Disturbed Fate by Kia Zi Shiru
My rating: 3 of 5 stars
Marc is a seer whose visions always come true, but something’s disturbed the pattern of events in his time, rendering his visions useless. Together with his friends Kei and Devlan, boyfriend Galen and housemate Diana they must travel to the Oracle and put it right… but some things will be changed forever, regardless of their actions. Can they stabilize the timeline and bring happiness to their lives, or will the unseer’s power to change fate destroy their destinies?

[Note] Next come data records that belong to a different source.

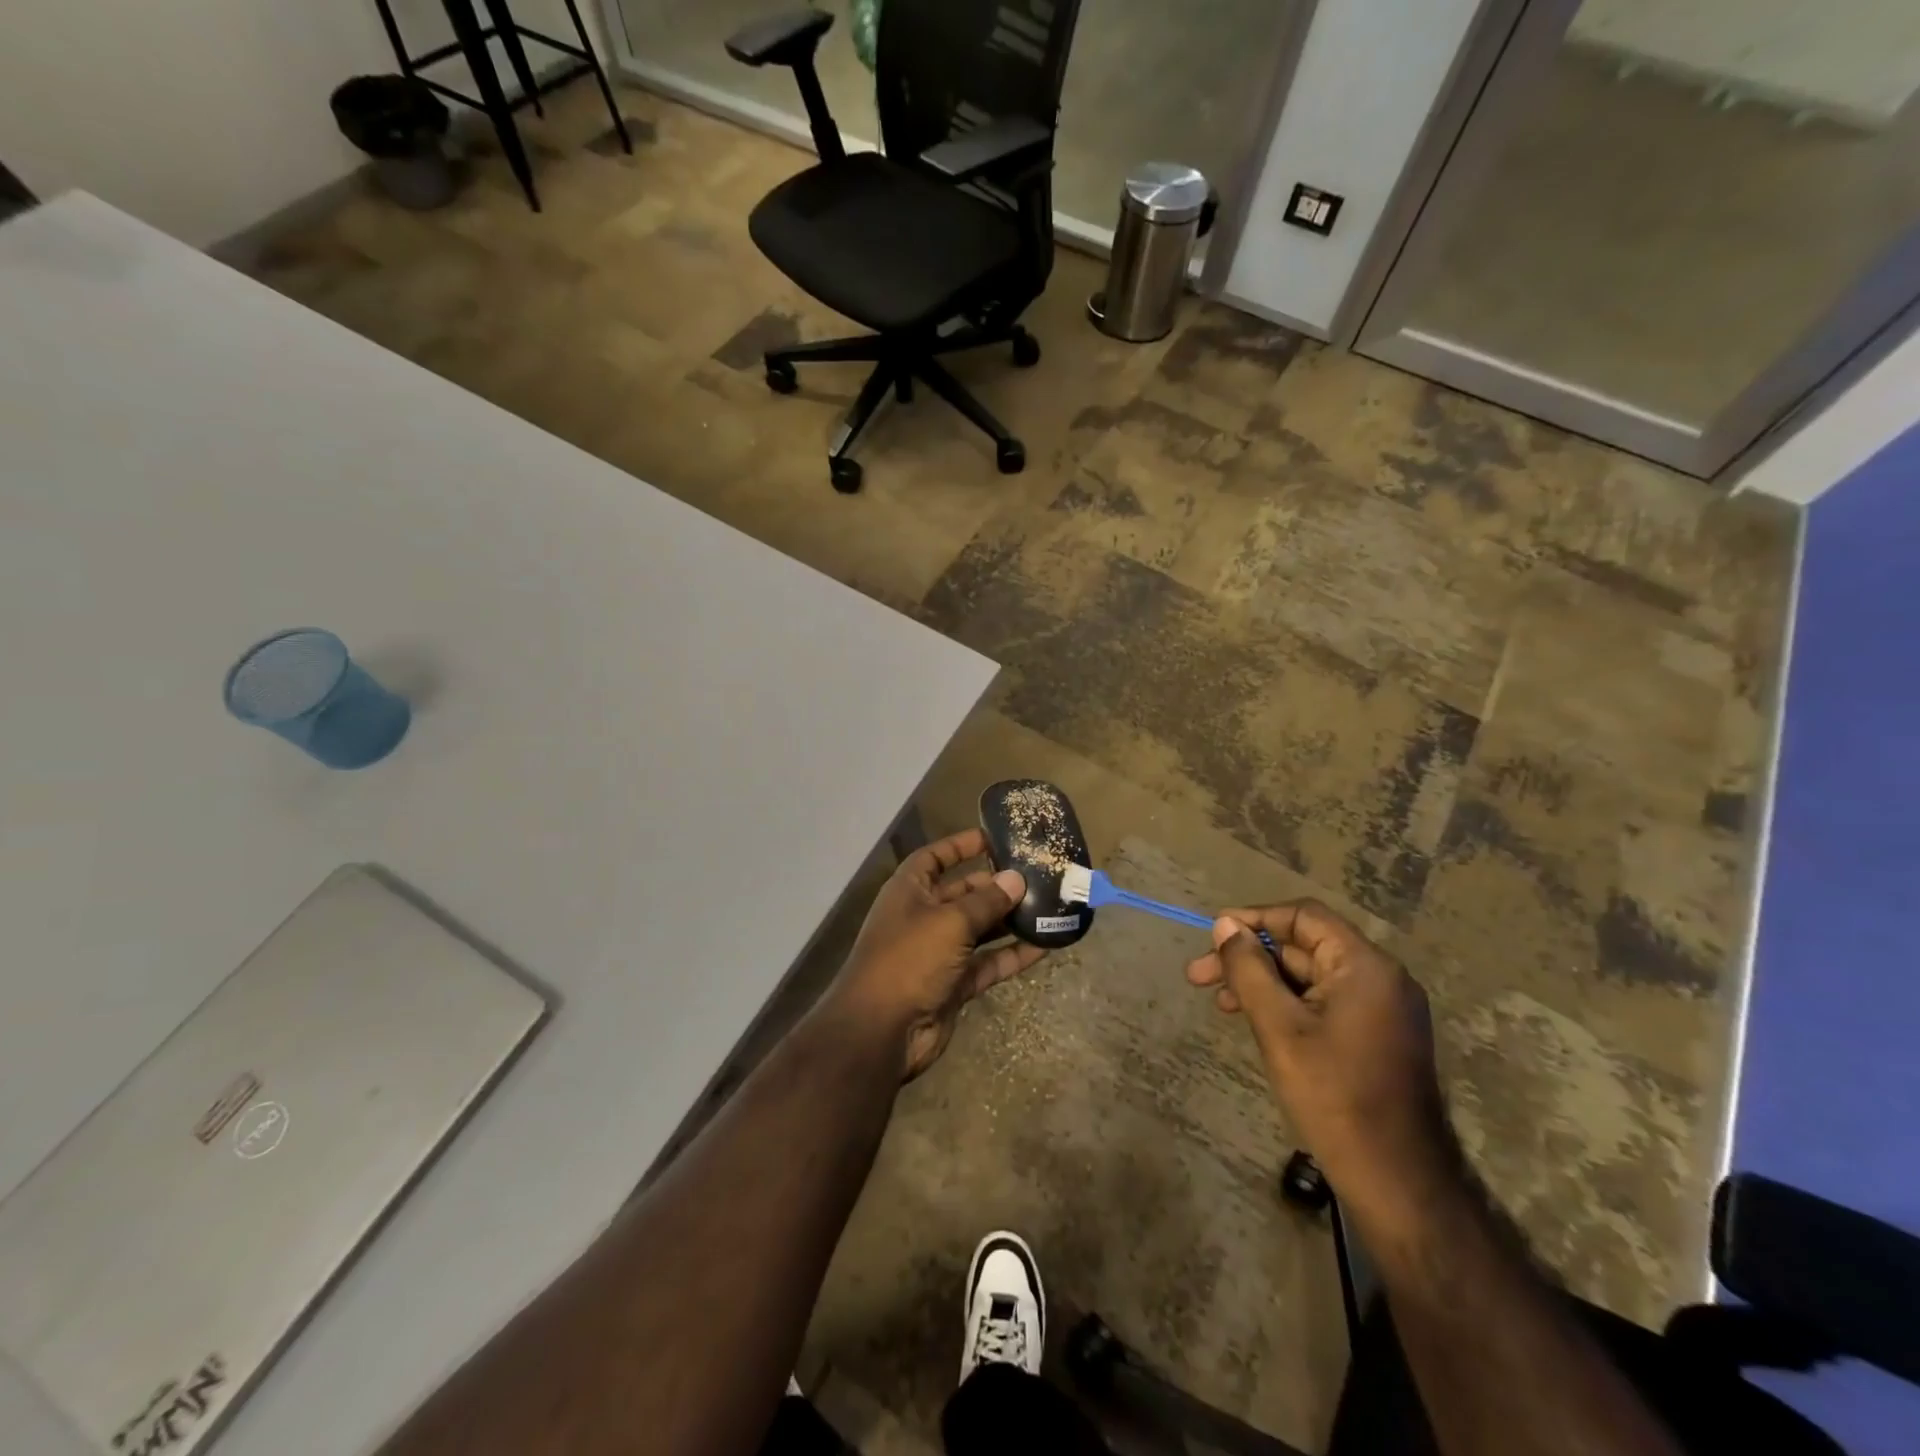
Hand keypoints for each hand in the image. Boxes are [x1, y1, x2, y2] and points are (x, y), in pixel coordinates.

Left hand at [828, 828, 1044, 1081]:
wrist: (882, 1031)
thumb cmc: (909, 959)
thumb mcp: (950, 922)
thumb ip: (986, 901)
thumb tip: (1017, 879)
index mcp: (910, 891)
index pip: (935, 858)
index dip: (960, 846)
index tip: (994, 838)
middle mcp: (923, 917)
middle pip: (963, 893)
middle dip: (996, 884)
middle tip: (1037, 874)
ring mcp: (939, 952)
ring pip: (980, 928)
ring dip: (1009, 919)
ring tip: (1048, 905)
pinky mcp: (955, 983)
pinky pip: (989, 962)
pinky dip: (1013, 954)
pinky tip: (1046, 944)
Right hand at [1185, 901, 1454, 1224]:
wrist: (1396, 1179)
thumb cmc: (1334, 1095)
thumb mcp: (1279, 1026)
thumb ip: (1249, 969)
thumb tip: (1225, 926)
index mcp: (1364, 966)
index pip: (1303, 917)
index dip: (1254, 919)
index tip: (1213, 936)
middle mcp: (1379, 977)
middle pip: (1303, 946)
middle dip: (1249, 957)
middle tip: (1199, 977)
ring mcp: (1381, 1008)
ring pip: (1309, 976)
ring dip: (1261, 982)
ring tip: (1219, 1002)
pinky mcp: (1375, 1035)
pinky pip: (1323, 1001)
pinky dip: (1285, 1003)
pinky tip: (1254, 1020)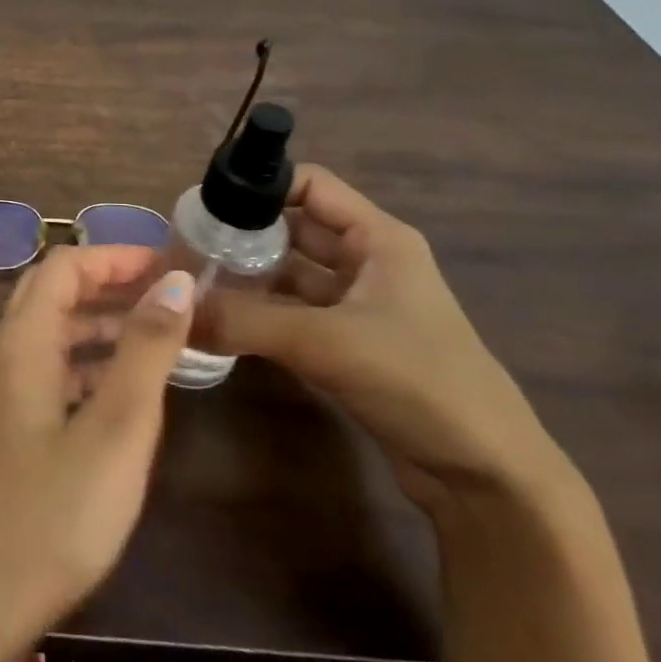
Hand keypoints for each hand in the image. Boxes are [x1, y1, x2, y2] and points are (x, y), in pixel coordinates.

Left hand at [0, 246, 195, 639]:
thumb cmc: (59, 510)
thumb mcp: (119, 425)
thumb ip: (147, 347)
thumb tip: (175, 281)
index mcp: (22, 341)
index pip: (64, 267)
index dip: (115, 256)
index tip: (169, 265)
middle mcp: (6, 354)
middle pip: (54, 293)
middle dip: (109, 283)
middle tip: (167, 293)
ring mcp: (4, 391)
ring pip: (54, 332)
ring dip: (102, 322)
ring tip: (162, 333)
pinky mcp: (12, 424)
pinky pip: (53, 369)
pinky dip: (91, 361)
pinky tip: (128, 386)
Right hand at [201, 165, 566, 512]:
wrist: (486, 477)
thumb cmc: (419, 382)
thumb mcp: (326, 342)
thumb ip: (245, 320)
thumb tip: (174, 308)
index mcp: (378, 239)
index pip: (309, 184)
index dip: (260, 184)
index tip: (206, 203)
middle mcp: (367, 262)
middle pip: (293, 229)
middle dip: (243, 233)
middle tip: (186, 246)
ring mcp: (358, 306)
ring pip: (289, 274)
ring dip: (247, 277)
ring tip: (193, 282)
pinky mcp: (348, 345)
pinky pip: (292, 314)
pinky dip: (258, 313)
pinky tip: (219, 321)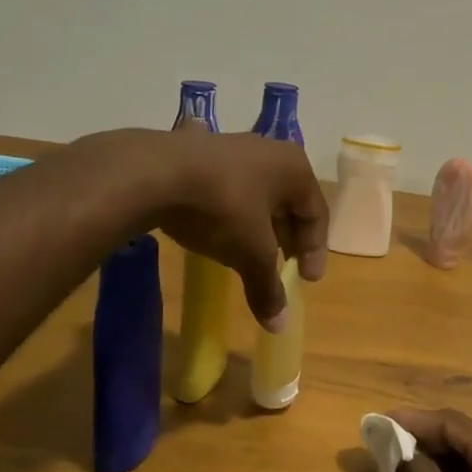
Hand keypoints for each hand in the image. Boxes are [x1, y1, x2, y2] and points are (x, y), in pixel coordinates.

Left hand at [151, 130, 328, 329]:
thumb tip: (280, 325)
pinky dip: (229, 209)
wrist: (153, 173)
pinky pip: (227, 186)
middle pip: (288, 202)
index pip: (317, 214)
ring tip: (249, 252)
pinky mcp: (199, 150)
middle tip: (283, 268)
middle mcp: (270, 150)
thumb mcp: (250, 253)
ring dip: (258, 225)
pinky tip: (216, 227)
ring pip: (257, 193)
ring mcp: (233, 146)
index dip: (315, 251)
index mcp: (295, 168)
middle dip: (287, 238)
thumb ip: (267, 287)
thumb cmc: (222, 208)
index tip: (305, 281)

After a slow start, this book started to grow on me. As it became clear that things were not as they should be in their time, I became more interested in this book and its characters. Disturbed Fate weaves an interesting tale of consequences in a time where seers and vampires exist. One change in the timeline throws them all off course and places the group in danger. I especially liked that even though they manage to set things right in a way, there is no magical deus ex machina. What is changed stays that way forever, which is realistic.
I liked Galen’s tale of moving on from his dead boyfriend Dom, but his former name Yuki (which everyone but Marc uses) became an annoyance to me at times, with the man constantly referred to by different names. It had a purpose in the plot, but it was confusing and difficult to get used to. It was resolved at the end, but I really would have preferred the characters hadn’t insisted on referring to him by different names throughout the book. It would have been far better to refer to him as Yuki and change his name to Galen at the end than the confused, half-assed way that some people called him Yuki and others Galen.
I didn’t really gel with the romance all that well and failed to feel the chemistry between Marc and Galen, but the supporting characters (including some strong women) really helped carry the plot and keep me reading. The pacing was at times uneven, and the book felt like it should have finished in several places before it actually did, but it was a good enough story that I’m interested in reading the second novel.
Disturbed Fate is no literary masterpiece, with some awkward language and dialogue in places, and a few errors scattered here and there. You will probably enjoy it if you like contemporary supernatural stories and have patience for a good story that unfolds slowly.